Before developing a new clinical laboratory company in Shanghai, UCLA contracted with L.E.K. Consulting to do a market analysis and draft a business plan. The analysis showed that the population was growing and aging and that there was a need for testing to support clinical trials.

“In addition, it showed that there is a huge incidence of cancer in China due to the high rate of smoking and because of environmental pollution,” noted Binder. “The report also showed that the Chinese middle class and upper middle class were rising.

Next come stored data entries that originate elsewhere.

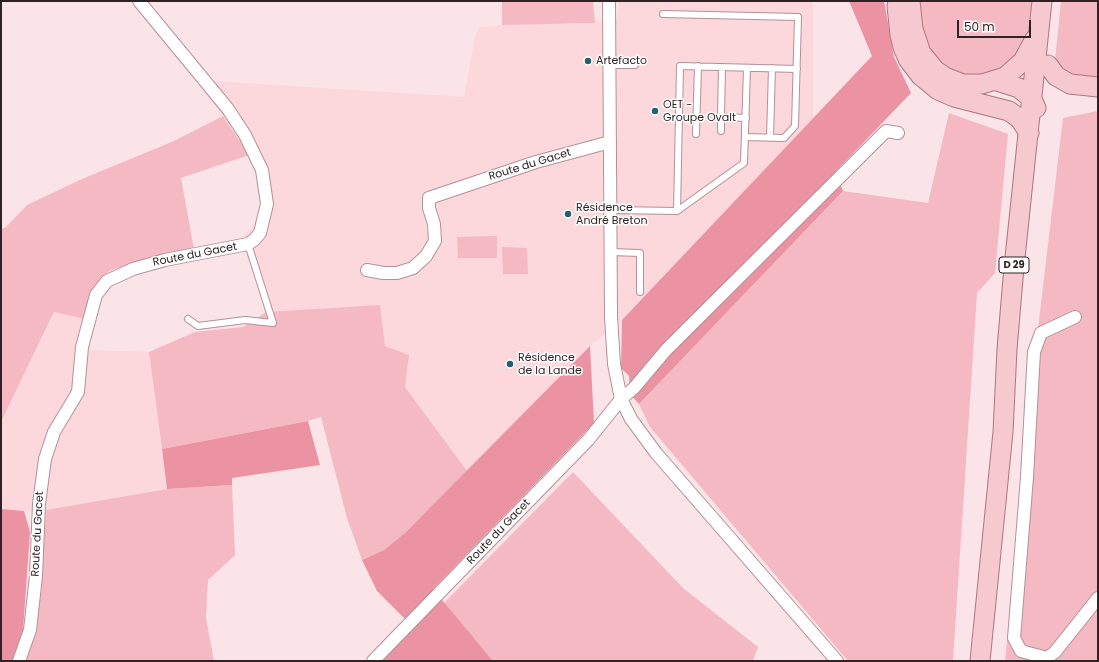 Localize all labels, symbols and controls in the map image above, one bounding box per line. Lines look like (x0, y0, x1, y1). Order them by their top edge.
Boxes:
scale bar (959, 12, 1033, 38)
text: 50 m (964, 18, 995, 35)
place label: Artefacto (596, 54, 647, 68)
marker: Artefacto (583, 56, 593, 66)
place label: OET - Groupe Ovalt (663, 98, 736, 124)
marker: OET - Groupe Ovalt (650, 106, 660, 116)
street label: Route du Gacet (487, 146, 573, 184)
place label: Résidence André Breton (576, 201, 647, 227)
marker: Résidence André Breton (563, 209, 573, 219)
street label: Route du Gacet (152, 240, 238, 270)
road number: D 29 (999, 257, 1029, 273)
place label: Résidence de la Lande (518, 351, 582, 377)
marker: Résidence de la Lande (505, 359, 515, 369)
street label: Route du Gacet (29, 491, 47, 577)
street label: Route du Gacet (465, 497, 533, 567)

“For many years, the upper classes in Chinese societies have gone to Hong Kong and Singapore for their healthcare,” he observed. “Now the middle class and the upper middle class—which number in the tens and hundreds of millions of people— have been educating themselves about the need to get the best health care.

“Now, these individuals know that they want high quality care and they do not want an incorrect diagnosis,” he said. “They also recognize that high quality pathology services produce accurate lab test results.

“Some people say the middle class is driving a healthcare revolution in China,” added Binder. “Consumers increasingly believe they deserve the best healthcare in their own cities and towns. They are no longer willing to travel thousands of miles for quality healthcare, and the government is responding to these demands.

“In its report, L.E.K. also pointed out that the Chinese are very aware of brands,” he noted. “In healthcare, for example, Chinese consumers associate quality with brand names such as UCLA, Stanford, and Harvard. Those names alone confer a certain degree of trust for the Chinese consumer.

“Conversely, the Chinese are not excited about clinical laboratory companies that focus on high volume testing,” observed Binder. “The names of public companies in the United States that focus on high-volume testing are not associated with quality in China. Therefore, middle class and upper middle class Chinese have no interest in those companies as a source for their clinical laboratory testing.”

Nine-Year Journey for UCLA to Develop a Lab In China

IT ACTUALLY TOOK NINE YEARS for pathologists at UCLA to develop the relationships and trust needed in China to create the new laboratory company that will open for business in Shanghai this fall.

In 2005, Scott Binder, M.D., Senior Vice Chair, Pathology and Laboratory Medicine at UCLA’s Geffen School of Medicine, made his first trip to China. “I was invited by the leading academic medical center in China to give a talk on skin pathology and then do a microscope session with some of the lab personnel there.

“While touring labs during this trip, it became apparent that most labs in China had adequate space, up-to-date instruments, and staff,” recalled Binder. “However, they were not doing much volume in esoteric testing.

“When asked why they weren’t doing larger volumes of these tests, they said they couldn’t get the processes to work well,” he continued. “On subsequent visits, it was clear that hospitals in China have tremendous patient volume, but their labs are relatively inactive because of the shortage of trained subspecialty pathologists and trained specialist technologists.

“When I returned to UCLA, I met with Jianyu Rao, M.D., Professor of Pathology and Laboratory Medicine. He speaks Mandarin Chinese and, because he partly trained there, he helped to make this project a success.

“One of the first problems we identified in China’s labs was the need for education and more training for the pathologists and clinical lab staff,” noted Binder. “That is why we began to send medical technologists from here to work in China and we had labs in China send pathologists and medical technologists to train here at UCLA.”